▶ [Try it]: Would you please restate the data exactly as it stands, apart from the pictures?

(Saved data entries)
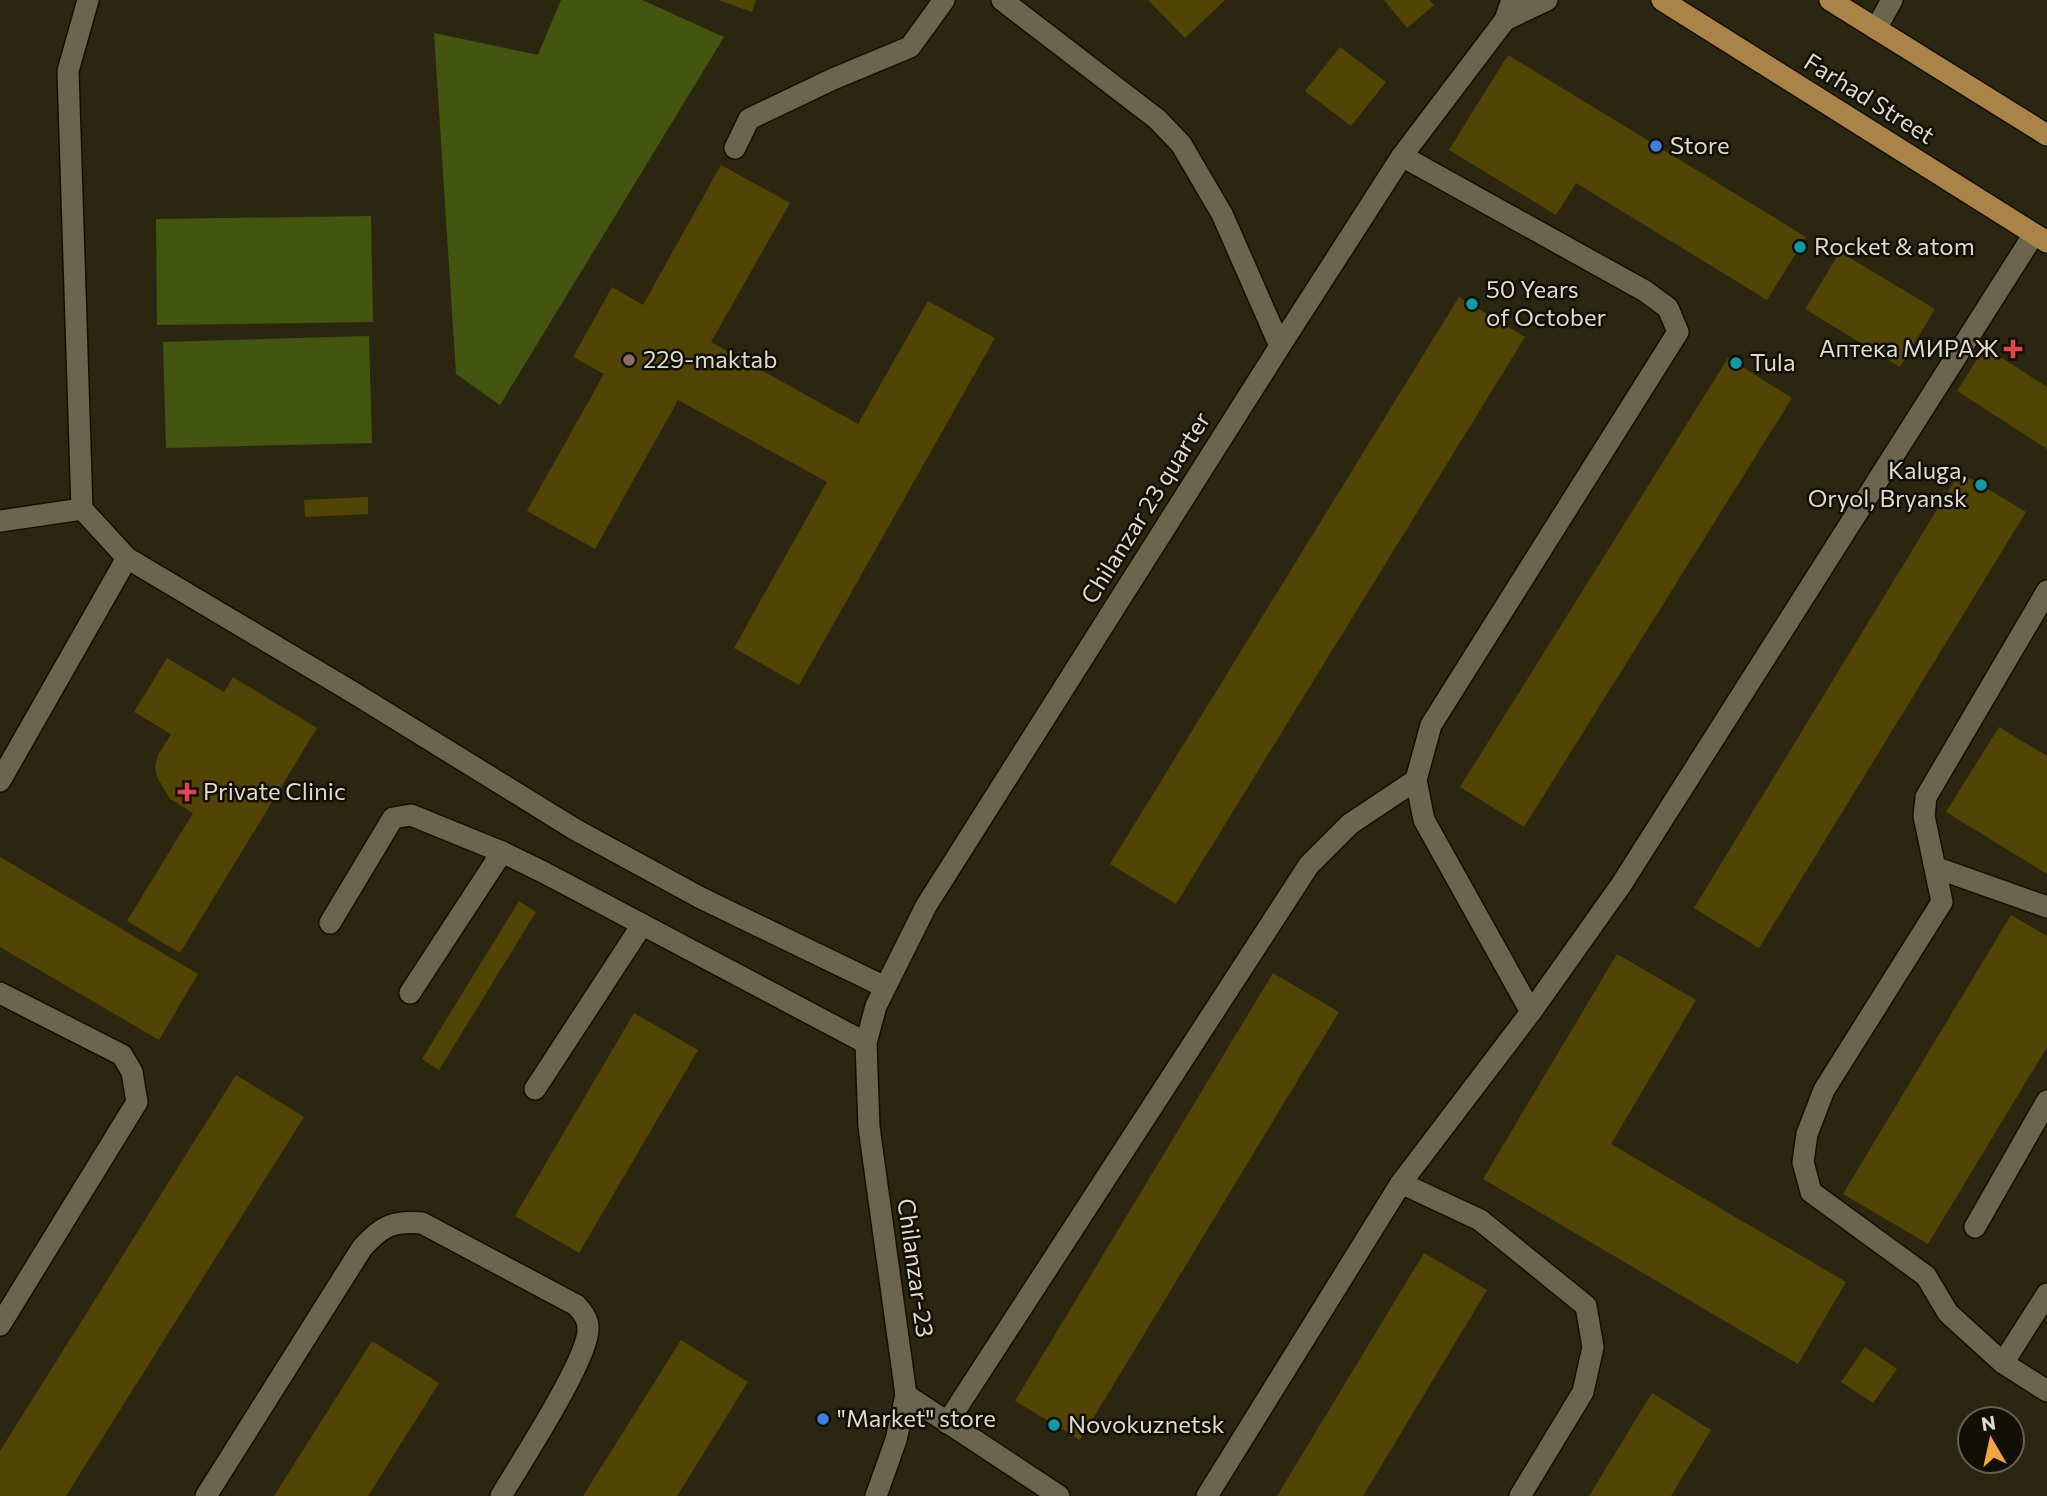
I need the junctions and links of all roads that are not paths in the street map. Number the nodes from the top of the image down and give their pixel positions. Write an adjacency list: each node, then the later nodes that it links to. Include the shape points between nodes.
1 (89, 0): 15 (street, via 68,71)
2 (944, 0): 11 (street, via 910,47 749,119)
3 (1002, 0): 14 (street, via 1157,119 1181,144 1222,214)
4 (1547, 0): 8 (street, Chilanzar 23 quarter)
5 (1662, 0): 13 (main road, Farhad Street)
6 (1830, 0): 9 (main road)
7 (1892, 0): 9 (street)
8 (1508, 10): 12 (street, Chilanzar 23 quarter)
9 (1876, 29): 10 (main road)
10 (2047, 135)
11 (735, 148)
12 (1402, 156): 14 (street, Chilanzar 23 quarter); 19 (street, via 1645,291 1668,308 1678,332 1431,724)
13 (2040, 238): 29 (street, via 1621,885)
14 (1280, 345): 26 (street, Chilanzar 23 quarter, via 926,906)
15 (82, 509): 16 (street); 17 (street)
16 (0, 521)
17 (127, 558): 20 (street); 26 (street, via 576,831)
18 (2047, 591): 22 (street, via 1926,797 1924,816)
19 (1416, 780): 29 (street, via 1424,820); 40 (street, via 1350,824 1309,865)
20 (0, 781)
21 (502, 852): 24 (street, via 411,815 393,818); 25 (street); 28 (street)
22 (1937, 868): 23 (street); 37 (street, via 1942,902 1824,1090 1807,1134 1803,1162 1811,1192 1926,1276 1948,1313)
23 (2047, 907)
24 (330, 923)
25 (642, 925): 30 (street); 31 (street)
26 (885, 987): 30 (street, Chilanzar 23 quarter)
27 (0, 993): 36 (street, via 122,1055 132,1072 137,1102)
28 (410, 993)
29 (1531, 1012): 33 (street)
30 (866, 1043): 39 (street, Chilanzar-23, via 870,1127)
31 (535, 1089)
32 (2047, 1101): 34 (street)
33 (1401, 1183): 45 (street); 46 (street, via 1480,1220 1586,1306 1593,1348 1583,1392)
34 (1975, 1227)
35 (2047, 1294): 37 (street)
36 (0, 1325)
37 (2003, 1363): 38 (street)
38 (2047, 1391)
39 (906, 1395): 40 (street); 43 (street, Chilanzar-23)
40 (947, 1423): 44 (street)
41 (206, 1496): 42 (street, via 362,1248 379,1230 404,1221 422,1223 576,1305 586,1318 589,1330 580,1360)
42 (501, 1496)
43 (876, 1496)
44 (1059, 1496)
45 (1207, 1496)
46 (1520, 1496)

▶ [Answer space]:
I need the junctions and links of all roads that are not paths in the street map. Number the nodes from the top of the image down and give their pixel positions. Write an adjacency list: each node, then the later nodes that it links to. Include the shape points between nodes.
1 (89, 0): 15 (street, via 68,71)
2 (944, 0): 11 (street, via 910,47 749,119)
3 (1002, 0): 14 (street, via 1157,119 1181,144 1222,214)
4 (1547, 0): 8 (street, Chilanzar 23 quarter)
5 (1662, 0): 13 (main road, Farhad Street)
6 (1830, 0): 9 (main road)
7 (1892, 0): 9 (street)
8 (1508, 10): 12 (street, Chilanzar 23 quarter)
9 (1876, 29): 10 (main road)
10 (2047, 135)
11 (735, 148)
12 (1402, 156): 14 (street, Chilanzar 23 quarter); 19 (street, via 1645,291 1668,308 1678,332 1431,724)
13 (2040, 238): 29 (street, via 1621,885)
14 (1280, 345): 26 (street, Chilanzar 23 quarter, via 926,906)
15 (82, 509): 16 (street); 17 (street)
16 (0, 521)
17 (127, 558): 20 (street); 26 (street, via 576,831)
18 (2047, 591): 22 (street, via 1926,797 1924,816)
19 (1416, 780): 29 (street, via 1424,820); 40 (street, via 1350,824 1309,865)
20 (0, 781)
21 (502, 852): 24 (street, via 411,815 393,818); 25 (street); 28 (street)
22 (1937, 868): 23 (street); 37 (street, via 1942,902 1824,1090 1807,1134 1803,1162 1811,1192 1926,1276 1948,1313)
23 (2047, 907)
24 (330, 923)
25 (642, 925): 30 (street); 31 (street)
26 (885, 987): 30 (street, Chilanzar 23 quarter)
27 (0, 993): 36 (street, via 122,1055 132,1072 137,1102)
28 (410, 993)
29 (1531, 1012): 33 (street)
30 (866, 1043): 39 (street, Chilanzar-23, via 870,1127)
31 (535, 1089)
32 (2047, 1101): 34 (street)
33 (1401, 1183): 45 (street); 46 (street, via 1480,1220 1586,1306 1593,1348 1583,1392)
34 (1975, 1227)
35 (2047, 1294): 37 (street)
36 (0, 1325)
37 (2003, 1363): 38 (street)
38 (2047, 1391)
39 (906, 1395): 40 (street); 43 (street, Chilanzar-23)
40 (947, 1423): 44 (street)
41 (206, 1496): 42 (street, via 362,1248 379,1230 404,1221 422,1223 576,1305 586,1318 589,1330 580,1360)
42 (501, 1496)
43 (876, 1496)
44 (1059, 1496)
45 (1207, 1496)
46 (1520, 1496)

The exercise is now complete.